For a little he did not answer; I waited patiently. I have forgotten to remark how soon I had found that for talking to a soul the human voice is a clumsy and unnecessary instrument. One could imagine (I did at first) that the shapes emitted queer little sounds, but I cannot see how that actually could be. I believe that one only instinctively clothed the impressions they conveyed direct to one's mind in the tones of a human voice, and with a very little practice one did not need to do that at all. One could communicate with extraordinary swiftness and ease by imagination alone, talk soul to soul, as it were. It is a simple trick, can be practised between human beings while on earth, and is indeed the best form of conversation.

After the moment of silence the soul of the reverend gentleman sighed.

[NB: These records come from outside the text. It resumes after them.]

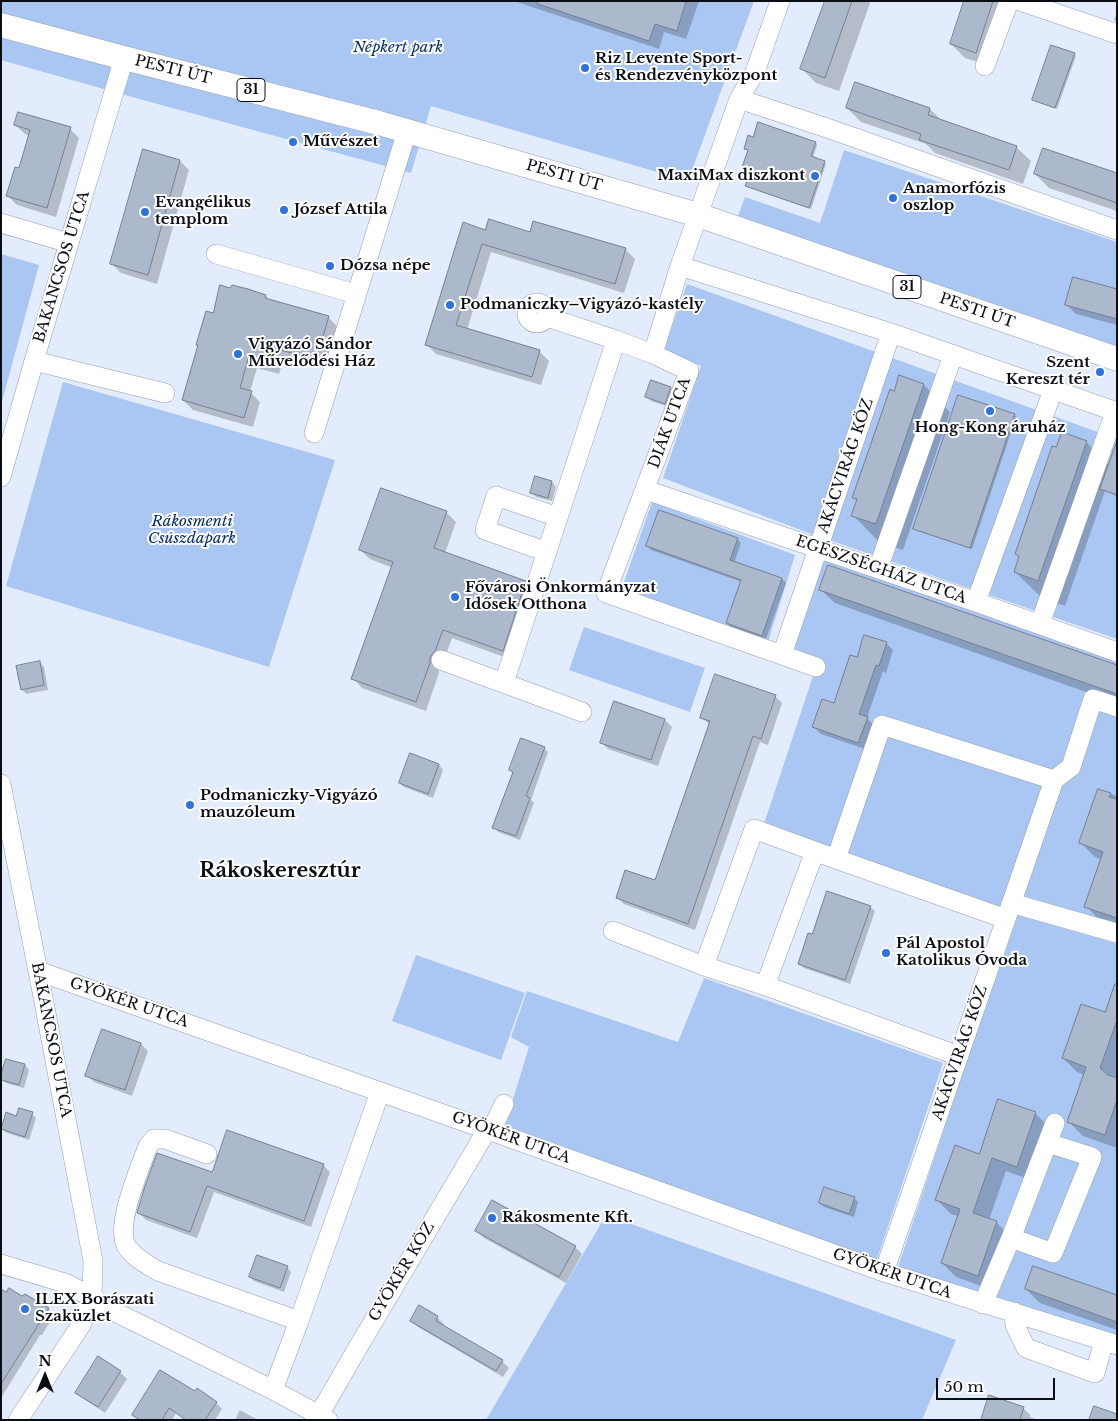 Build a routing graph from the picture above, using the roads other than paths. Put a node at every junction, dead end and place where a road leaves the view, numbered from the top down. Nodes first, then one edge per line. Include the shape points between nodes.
1 (780, 1) edge
2 (1009, 1) edge
3 (1020, 1) edge
4 (1, 25) edge
5 (1117, 34) edge
6 (124, 58) junction
7 (985, 66) dead end
8 (739, 99) junction
9 (407, 131) junction
10 (698, 215) junction
11 (1, 223) edge
12 (1117, 230) edge
13 (69, 243) junction
14 (216, 254) dead end
15 (680, 266) junction
16 (356, 294) junction
17 (546, 317) dead end
18 (891, 333) junction
19 (616, 340) junction
20 (652, 354) junction
21 (953, 355) junction
22 (1117, 359) edge
23 (34, 362) junction
24 (1053, 390) junction
25 (165, 393) dead end
26 (1116, 412) edge
27 (314, 433) dead end
28 (1, 477) edge
29 (646, 490) junction
30 (558, 517) junction
31 (818, 549) junction
32 (547, 552) junction
33 (878, 569) junction
34 (976, 602) junction
35 (1040, 624) junction
36 (1117, 652) edge
37 (782, 655) junction
38 (441, 660) dead end
39 (816, 667) dead end
40 (504, 683) junction
41 (1117, 707) edge
42 (582, 712) dead end
43 (1054, 780) junction
44 (1, 784) edge
45 (815, 851) junction
46 (836, 860) junction
47 (1008, 911) junction
48 (613, 931) dead end
49 (1117, 933) edge
50 (704, 966) junction
51 (38, 971) junction
52 (765, 986) junction
53 (959, 1056) junction
54 (380, 1092) junction
55 (504, 1104) dead end
56 (1055, 1123) dead end
57 (489, 1131) junction
58 (1048, 1143) junction
59 (207, 1154) dead end
60 (1011, 1238) junction
61 (1, 1264) edge
62 (884, 1272) junction
63 (92, 1297) junction
64 (983, 1304) junction
65 (1014, 1312) junction
66 (299, 1321) junction
67 (1111, 1343) edge
68 (273, 1390) junction
69 (324, 1418) edge
70 (18, 1420) edge

1 - 8 street via 755,72
2 - 7 street
3 - 5 street
4 - 6 main road, PESTI ÚT / 31
6 - 9 main road, PESTI ÚT / 31
6 - 13 street, BAKANCSOS UTCA
8 - 10 street
8 - 12 street
9 - 10 main road, PESTI ÚT / 31
9 - 16 street
10 - 15 street
10 - 22 main road, PESTI ÚT / 31
11 - 13 street
13 - 23 street, BAKANCSOS UTCA
14 - 16 street
15 - 18 street
15 - 20 street
16 - 27 street
17 - 19 street
18 - 21 street
18 - 31 street, AKÁCVIRÁG KÖZ
19 - 20 street
19 - 30 street
20 - 29 street, DIÁK UTCA via 689,371
21 - 24 street
21 - 33 street
23 - 25 street
23 - 28 street, BAKANCSOS UTCA
24 - 26 street
24 - 34 street
26 - 35 street
29 - 31 street, EGÉSZSÉGHÁZ UTCA
29 - 37 street, DIÁK UTCA via 606,593
30 - 32 street
30 - 32 street via 496,496 485,530
31 - 33 street, EGÉSZSÉGHÁZ UTCA
31 - 37 street, AKÁCVIRÁG KÖZ
32 - 40 street
33 - 34 street, EGÉSZSÉGHÁZ UTCA
34 - 35 street, EGÉSZSÉGHÁZ UTCA
35 - 36 street, EGÉSZSÉGHÁZ UTCA
37 - 39 street
38 - 40 street
40 - 42 street
41 - 43 street, AKÁCVIRÁG KÖZ via 1093,699 1071,767
43 - 46 street via 882,726
43 - 47 street, AKÁCVIRÁG KÖZ
44 - 51 street, BAKANCSOS UTCA
45 - 46 street
45 - 50 street via 754,829
45 - 52 street
46 - 47 street
47 - 49 street
47 - 53 street, AKÁCVIRÁG KÖZ
48 - 50 street
50 - 52 street
51 - 54 street, GYÖKÉR UTCA
51 - 63 street, BAKANCSOS UTCA via 93,1261
52 - 53 street
53 - 62 street, AKÁCVIRÁG KÖZ
54 - 57 street, GYÖKÉR UTCA
54 - 66 street
55 - 57 street, GYÖKÉR KÖZ
56 - 58 street
57 - 62 street, GYÖKÉR UTCA
57 - 69 street, GYÖKÉR KÖZ via 362,1340
58 - 60 street
58 - 60 street via 1092,1157 1053,1253
59 - 66 street via 164,1139 154,1139 148,1146 125,1214 126,1246 138,1259 158,1271
60 - 64 street
61 - 63 street via 65,1283
62 - 64 street, GYÖKÉR UTCA
63 - 68 street via 107,1308
63 - 70 street, BAKANCSOS UTCA via 81,1325
64 - 65 street, GYÖKÉR UTCA
65 - 67 street, GYÖKÉR UTCA
65 - 67 street via 1015,1325 1026,1348 1095,1373
66 - 68 street
68 - 69 street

"No," he said, "I cannot honestly say that I want to escape, for I cannot muster up a belief that there is anything much else to escape to. All the effort I was capable of in that direction I made in my

former life. And I am useful here. I really think I am. Our Lord, you will remember, ministered to the spirits in prison. Whenever I am blown against another soul, whenever the wind gathers two or three of us together, I take up the tale of salvation as I used to do on earth. Those, if I chance to hit upon them, who were accustomed to hear me in that church opposite are a little bored by it, perhaps, for naturally I have nothing new to say. But to the others, to those who had to content themselves on their earthly pilgrimage with nothing but the ideal of Fifth Avenue, and with more commonplace spiritual ministrations to them, I do think that the word of truth, as I am inspired to speak it, is a comfort, though of course it cannot now get them on any further. Yet if it consoles them in their present stationwell, that is one of the main functions of religion, is it not?"

"But to endure this sort of thing through an eternity?" I said.

"My dear young man," he patronized me, "time is an illusion. I remember so well making this point in one of my most characteristic discourses. Time is what we think it; a minute of agony is an age, a year of happiness is a minute. Does n't it strike you that an eternity of boredom may perhaps have no extreme meaning to those who, after all, have spent most of their time in being bored? You cannot measure emptiness, and eternity is only the emptiness of time.

"Had n't you better let me fly now," he added, "and go home? It will be daylight soon, and from what you tell me you have n't been to bed for nights."

I took his soul between my finger and thumb.

"I am exceedingly grateful to you," I said. "You have thrown light on what was puzzling me much. Do you think we shall meet again?"